Status Report 4: Recent Entries

Announcing a recent entries list and why this heralds many future improvements.

16th June 2004 · Last updated: 5th October 2016
 

I've updated the main page to show a list of recent entries.** (Can you guess what the three dots under each post name will be replaced by later on?) From now on, only the most recent post will be displayed in full. (Subject to change.)* Why this news is noteworthy is that the recent entries list also marks the debut of my beta database code. This will replace the current archives with a more intelligent system. When it's up and running, the new system will save huge amounts of bytes and hopefully be faster. But what's important is that it will also offer a Search form too. Rather than implement an existing one, tied down by the rules it comes with, not to mention possible adverts and all kinds of who-knows-what in the small print, with the "free" code likely to be replaced by a paid-for version any day, I've taken the step to code a search feature myself. That way I have complete control over what it can do, and can tweak it at a moment's notice.

I didn't realise though that it would be so much trouble to do. At the time of writing this, I still don't know if it will even work. (If not, well at least the archives will have been made more efficient.) I have firstly had to enter the details of 180 posts into a database. The details include some extras that a normal search form does not give you. (Stay tuned.) What is taking so long is that I keep scrapping the database format for a superior one. I think I'm on the fourth or fifth version of the data now, running off Access but saved as pure text. This way is the only way I can see to get the code as small as possible.) But oh, how Access gives me a headache! It's powerful - no doubt about it - but often annoying in the way it forces you to structure your data. Before that I was typing the text in by hand, leaving all sorts of redundant information in there to let me know what the data was. I wasn't using XML as that would have made the file size too big, so I devised my own format. But even that used too many bytes. Now each piece of data is separated by a single delimiter. Works wonders. I've used this format before at work to code a full database using PHP.
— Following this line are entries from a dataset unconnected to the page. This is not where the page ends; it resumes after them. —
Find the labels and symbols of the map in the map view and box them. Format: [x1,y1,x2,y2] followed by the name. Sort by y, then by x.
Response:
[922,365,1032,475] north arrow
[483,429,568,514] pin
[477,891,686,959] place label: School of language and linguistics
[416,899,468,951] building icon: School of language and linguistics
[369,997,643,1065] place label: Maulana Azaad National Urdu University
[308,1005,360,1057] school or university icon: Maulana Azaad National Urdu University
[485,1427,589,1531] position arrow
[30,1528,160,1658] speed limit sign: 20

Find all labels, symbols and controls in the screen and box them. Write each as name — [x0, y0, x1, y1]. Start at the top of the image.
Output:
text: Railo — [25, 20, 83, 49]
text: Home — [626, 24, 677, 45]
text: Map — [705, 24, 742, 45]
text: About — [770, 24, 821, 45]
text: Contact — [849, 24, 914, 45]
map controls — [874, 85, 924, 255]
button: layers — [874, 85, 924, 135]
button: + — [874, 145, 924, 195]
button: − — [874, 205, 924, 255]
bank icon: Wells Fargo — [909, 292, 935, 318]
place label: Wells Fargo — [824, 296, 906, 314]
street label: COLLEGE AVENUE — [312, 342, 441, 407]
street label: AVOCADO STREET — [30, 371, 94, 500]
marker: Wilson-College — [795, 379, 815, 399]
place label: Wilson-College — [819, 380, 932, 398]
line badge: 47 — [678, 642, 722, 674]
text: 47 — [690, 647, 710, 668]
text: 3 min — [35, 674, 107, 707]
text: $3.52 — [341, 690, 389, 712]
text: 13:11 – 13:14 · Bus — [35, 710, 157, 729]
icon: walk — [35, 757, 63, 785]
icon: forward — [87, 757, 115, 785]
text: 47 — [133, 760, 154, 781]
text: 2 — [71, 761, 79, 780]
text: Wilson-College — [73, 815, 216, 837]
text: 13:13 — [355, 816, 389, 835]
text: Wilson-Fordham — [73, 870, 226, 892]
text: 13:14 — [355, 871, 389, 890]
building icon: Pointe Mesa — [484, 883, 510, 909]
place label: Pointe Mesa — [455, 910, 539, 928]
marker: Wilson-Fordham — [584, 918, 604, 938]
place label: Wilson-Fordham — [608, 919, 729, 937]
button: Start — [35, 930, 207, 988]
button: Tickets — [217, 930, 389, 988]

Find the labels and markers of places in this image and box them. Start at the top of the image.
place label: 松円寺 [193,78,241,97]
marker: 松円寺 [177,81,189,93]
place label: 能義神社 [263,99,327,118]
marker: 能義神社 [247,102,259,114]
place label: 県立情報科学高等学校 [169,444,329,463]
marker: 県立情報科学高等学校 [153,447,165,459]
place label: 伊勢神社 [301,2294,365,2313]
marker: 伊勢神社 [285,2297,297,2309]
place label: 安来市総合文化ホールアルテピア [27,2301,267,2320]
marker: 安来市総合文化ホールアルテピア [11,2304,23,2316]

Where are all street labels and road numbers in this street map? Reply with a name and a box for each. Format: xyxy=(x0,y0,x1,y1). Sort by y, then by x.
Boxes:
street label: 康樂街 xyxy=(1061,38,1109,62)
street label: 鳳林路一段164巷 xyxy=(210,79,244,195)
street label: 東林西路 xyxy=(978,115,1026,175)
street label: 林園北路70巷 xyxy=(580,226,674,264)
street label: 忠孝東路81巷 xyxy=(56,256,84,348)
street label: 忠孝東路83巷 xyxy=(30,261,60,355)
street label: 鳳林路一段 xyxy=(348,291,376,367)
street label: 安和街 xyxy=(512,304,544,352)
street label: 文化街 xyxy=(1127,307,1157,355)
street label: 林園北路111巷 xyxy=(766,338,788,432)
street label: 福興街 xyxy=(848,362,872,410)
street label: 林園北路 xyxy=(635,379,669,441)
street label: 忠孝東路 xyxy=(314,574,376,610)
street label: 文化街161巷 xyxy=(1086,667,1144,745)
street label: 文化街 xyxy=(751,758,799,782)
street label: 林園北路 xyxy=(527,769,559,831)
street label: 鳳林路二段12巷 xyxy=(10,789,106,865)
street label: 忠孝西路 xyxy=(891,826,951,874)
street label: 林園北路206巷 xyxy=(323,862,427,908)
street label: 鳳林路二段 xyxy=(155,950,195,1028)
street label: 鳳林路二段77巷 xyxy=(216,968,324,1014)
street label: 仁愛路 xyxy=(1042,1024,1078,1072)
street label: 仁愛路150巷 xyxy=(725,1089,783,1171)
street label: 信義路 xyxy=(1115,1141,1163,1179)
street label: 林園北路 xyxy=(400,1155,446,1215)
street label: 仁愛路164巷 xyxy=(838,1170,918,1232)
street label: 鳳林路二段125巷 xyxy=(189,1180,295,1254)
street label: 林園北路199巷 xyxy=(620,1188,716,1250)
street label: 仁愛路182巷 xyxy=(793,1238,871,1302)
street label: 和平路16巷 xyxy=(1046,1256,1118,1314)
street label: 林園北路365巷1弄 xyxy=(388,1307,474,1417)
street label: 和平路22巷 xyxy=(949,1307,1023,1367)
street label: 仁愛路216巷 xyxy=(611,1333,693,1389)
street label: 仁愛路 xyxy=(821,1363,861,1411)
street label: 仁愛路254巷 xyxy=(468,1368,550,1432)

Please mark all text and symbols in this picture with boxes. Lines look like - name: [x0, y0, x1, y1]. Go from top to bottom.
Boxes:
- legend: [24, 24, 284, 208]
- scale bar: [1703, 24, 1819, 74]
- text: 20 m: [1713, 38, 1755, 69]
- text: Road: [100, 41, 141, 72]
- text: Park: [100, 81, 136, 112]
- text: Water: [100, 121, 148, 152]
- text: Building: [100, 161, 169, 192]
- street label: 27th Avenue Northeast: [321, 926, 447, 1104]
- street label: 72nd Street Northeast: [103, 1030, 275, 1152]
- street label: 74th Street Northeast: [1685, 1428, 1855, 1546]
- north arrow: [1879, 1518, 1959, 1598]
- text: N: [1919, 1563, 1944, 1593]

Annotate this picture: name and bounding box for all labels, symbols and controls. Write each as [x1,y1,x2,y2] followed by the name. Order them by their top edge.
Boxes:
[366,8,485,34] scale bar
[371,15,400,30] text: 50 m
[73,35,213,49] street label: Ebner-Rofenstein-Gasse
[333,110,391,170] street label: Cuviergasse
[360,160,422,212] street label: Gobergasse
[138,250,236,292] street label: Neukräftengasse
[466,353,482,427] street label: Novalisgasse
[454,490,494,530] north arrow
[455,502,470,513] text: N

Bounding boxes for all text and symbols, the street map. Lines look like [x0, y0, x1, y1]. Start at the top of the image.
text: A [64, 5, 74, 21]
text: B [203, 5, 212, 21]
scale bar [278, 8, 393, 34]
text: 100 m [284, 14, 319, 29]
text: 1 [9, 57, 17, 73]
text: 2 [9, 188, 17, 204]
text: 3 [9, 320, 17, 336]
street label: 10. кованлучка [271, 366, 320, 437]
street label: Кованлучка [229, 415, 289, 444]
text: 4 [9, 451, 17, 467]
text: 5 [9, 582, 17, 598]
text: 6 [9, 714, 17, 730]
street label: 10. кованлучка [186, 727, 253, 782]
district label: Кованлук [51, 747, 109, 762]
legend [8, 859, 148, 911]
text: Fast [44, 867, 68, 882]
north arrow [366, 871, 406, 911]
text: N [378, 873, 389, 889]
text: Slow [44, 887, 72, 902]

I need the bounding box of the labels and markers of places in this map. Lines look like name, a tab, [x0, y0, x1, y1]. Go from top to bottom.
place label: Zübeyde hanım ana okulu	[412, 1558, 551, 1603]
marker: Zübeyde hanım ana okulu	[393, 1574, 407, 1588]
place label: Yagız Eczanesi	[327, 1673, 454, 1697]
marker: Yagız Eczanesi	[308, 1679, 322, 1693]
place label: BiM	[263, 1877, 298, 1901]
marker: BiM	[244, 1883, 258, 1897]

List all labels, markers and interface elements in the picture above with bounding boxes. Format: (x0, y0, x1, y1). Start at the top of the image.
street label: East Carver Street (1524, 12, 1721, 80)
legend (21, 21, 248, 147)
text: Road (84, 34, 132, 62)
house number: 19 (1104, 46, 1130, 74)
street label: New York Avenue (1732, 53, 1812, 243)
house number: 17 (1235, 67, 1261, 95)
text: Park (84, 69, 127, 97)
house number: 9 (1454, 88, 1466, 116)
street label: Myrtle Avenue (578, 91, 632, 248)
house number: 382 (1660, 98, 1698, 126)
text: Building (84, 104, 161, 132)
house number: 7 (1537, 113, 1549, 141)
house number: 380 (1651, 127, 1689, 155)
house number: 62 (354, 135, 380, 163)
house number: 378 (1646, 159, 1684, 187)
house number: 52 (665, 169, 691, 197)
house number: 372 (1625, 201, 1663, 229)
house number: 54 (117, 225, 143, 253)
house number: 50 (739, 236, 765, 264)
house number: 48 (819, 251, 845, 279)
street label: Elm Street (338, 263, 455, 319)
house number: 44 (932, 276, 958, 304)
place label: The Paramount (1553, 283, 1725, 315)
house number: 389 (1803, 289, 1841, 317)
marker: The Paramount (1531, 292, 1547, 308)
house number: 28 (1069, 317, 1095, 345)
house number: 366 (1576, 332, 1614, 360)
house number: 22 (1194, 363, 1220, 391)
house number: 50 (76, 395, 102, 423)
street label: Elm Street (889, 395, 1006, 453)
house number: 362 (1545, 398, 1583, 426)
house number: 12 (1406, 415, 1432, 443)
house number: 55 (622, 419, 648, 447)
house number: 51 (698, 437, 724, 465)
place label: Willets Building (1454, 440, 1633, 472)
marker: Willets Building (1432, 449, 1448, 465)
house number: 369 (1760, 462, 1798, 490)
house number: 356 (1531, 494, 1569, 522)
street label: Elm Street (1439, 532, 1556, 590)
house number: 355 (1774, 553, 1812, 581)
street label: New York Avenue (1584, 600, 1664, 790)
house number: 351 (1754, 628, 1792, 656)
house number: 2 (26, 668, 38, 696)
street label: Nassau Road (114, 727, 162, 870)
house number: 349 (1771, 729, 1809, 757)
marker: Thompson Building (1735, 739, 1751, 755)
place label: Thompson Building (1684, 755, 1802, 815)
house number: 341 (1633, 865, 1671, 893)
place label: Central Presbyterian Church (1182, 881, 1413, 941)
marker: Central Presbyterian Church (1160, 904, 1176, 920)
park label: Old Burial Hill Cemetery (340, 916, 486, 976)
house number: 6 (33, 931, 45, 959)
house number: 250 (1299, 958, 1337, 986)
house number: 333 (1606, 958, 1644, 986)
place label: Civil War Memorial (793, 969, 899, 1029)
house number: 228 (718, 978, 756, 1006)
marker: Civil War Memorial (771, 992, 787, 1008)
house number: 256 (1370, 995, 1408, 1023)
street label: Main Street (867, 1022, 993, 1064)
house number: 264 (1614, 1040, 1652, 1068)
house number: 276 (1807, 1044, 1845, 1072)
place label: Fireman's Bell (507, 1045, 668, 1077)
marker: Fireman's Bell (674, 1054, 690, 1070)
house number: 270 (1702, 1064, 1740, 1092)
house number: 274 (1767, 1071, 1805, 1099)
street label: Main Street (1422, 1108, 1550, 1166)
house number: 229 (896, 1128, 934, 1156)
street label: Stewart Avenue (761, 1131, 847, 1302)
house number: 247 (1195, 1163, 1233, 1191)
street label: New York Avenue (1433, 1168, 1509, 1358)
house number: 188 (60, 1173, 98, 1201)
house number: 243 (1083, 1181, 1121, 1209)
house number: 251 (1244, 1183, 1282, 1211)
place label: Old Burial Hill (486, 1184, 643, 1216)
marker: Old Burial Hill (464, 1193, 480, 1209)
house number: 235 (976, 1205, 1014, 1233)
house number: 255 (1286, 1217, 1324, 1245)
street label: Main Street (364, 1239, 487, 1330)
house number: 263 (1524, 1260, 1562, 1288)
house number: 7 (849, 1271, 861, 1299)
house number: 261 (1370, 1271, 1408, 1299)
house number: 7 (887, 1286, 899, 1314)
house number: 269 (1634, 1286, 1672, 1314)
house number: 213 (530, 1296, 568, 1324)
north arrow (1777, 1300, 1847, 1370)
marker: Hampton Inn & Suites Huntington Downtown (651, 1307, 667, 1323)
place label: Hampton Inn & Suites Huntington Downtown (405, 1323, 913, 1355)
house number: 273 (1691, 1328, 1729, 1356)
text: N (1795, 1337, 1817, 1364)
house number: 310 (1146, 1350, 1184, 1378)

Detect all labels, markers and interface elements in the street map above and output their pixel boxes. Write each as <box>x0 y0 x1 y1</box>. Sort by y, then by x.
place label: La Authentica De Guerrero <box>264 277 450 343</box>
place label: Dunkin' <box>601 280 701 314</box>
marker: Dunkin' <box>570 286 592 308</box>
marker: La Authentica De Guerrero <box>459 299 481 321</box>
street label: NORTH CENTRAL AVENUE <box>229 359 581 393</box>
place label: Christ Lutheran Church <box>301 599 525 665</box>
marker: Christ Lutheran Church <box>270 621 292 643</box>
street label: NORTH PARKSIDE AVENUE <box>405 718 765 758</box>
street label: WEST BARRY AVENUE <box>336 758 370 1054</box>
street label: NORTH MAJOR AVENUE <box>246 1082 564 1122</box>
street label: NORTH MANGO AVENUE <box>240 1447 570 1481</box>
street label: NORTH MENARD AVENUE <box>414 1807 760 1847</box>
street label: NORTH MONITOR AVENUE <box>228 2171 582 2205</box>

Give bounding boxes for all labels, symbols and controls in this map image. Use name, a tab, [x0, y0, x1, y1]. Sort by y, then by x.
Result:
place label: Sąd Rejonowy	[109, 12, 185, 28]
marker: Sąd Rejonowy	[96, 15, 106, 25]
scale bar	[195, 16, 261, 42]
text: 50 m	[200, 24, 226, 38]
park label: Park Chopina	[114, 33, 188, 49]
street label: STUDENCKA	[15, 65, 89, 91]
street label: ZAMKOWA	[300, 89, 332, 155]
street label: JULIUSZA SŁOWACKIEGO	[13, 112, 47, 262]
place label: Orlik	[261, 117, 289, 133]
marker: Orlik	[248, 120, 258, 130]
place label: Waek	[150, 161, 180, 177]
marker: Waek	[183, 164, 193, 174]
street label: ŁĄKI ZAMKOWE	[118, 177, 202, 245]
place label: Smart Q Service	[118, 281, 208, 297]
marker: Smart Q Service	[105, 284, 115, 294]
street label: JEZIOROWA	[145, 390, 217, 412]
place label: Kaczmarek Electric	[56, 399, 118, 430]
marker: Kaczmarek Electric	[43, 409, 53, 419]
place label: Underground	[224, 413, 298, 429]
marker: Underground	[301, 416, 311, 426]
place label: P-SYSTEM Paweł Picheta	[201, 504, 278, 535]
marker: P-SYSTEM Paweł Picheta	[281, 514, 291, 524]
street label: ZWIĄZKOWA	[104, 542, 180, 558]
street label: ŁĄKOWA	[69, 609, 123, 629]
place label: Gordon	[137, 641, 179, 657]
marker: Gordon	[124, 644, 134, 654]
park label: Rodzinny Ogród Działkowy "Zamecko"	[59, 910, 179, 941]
Sadly my PHP skills are slowing me down. I'm capable with it, but I always get something wrong. Simple loops turn out to be nightmare debugging sessions. Then I find I've typed a dollar symbol before an 'if' statement, so no wonder it wouldn't work! (Let's face it - PHP error messages are hardly helpful. I don't know what most of them mean.)

But I always get there in the end. My scripts might be nothing more than a post-BASIC mess of 'if' and 'while' loops, but they work. What I find over time is that I come across new commands in the online PHP manual, then go back and rewrite old scripts to be faster and more efficient. It's like coding HTML or CSS - you improve with time, get to know the shortcuts, learn new tricks.

So look out for a host of new and exciting things to come when and if I can get them working. Coding the search feature feels almost like programming a mini-Google in that I'm being forced to think of the most efficient ways to do searches, how data can be readily accessed and what will really speed it up. Naturally the ideas I've come up with will remain a technical secret, but I might reveal the gist of how they work. (That's if they work, remember.)

I hope all my hard work pays off. We'll have to wait and see.

*Update 19th June 2004: It will also make sense to show more than one post if several are published on the same day, or within days of each other.

**Update 14th December 2004: This relates to a previous version of the layout.